§ **Supplied information**
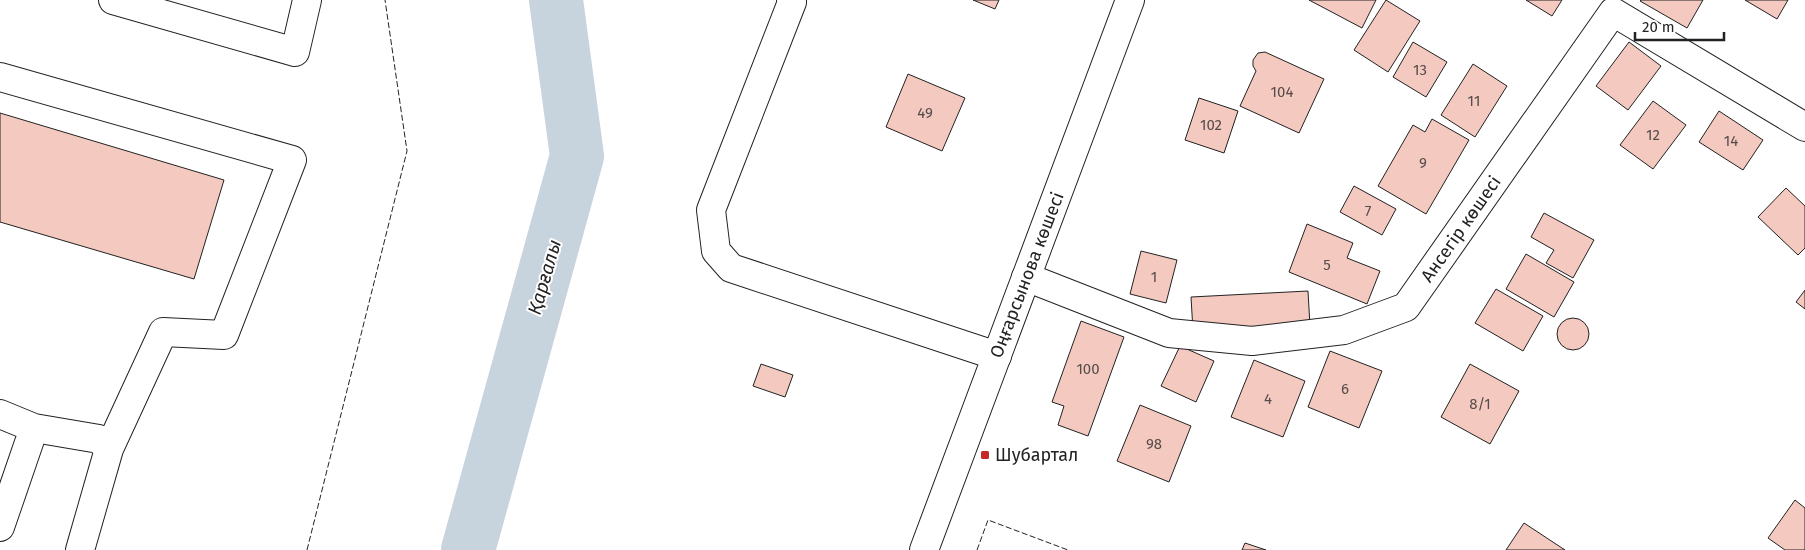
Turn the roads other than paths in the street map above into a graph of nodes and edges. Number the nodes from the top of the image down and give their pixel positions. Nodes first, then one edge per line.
1 (113, 0) edge
2 (307, 0) edge
3 (791, 0) edge
4 (1130, 0) edge
5 (0, 77) edge
6 (1805, 128) edge
7 (1026, 277) junction
8 (997, 356) junction
9 (0, 414) edge
10 (34, 428) junction
11 (110, 449) junction
12 (0, 526) edge
13 (80, 550) edge
14 (924, 550) edge

1 - 2 street
3 - 8 street
4 - 7 street, Оңғарсынова көшесі
5 - 11 street
6 - 7 street, Ансегір көшесі
7 - 8 street, Оңғарсынова көшесі
8 - 14 street, Оңғарсынова көшесі
9 - 10 street
10 - 11 street
10 - 12 street
11 - 13 street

§ **Task objective**
Write out the data above exactly, minus any images.

§ **Response for this exercise**
Turn the roads other than paths in the street map above into a graph of nodes and edges. Number the nodes from the top of the image down and give their pixel positions. Nodes first, then one edge per line.
1 (113, 0) edge
2 (307, 0) edge
3 (791, 0) edge
4 (1130, 0) edge
5 (0, 77) edge
6 (1805, 128) edge
7 (1026, 277) junction
8 (997, 356) junction
9 (0, 414) edge
10 (34, 428) junction
11 (110, 449) junction
12 (0, 526) edge
13 (80, 550) edge
14 (924, 550) edge

1 - 2 street
3 - 8 street
4 - 7 street, Оңғарсынова көшесі
5 - 11 street
6 - 7 street, Ансегір көшесі
7 - 8 street, Оңғарсынова көшесі
8 - 14 street, Оңғарсынова көшесі
9 - 10 street
10 - 11 street
10 - 12 street
11 - 13 street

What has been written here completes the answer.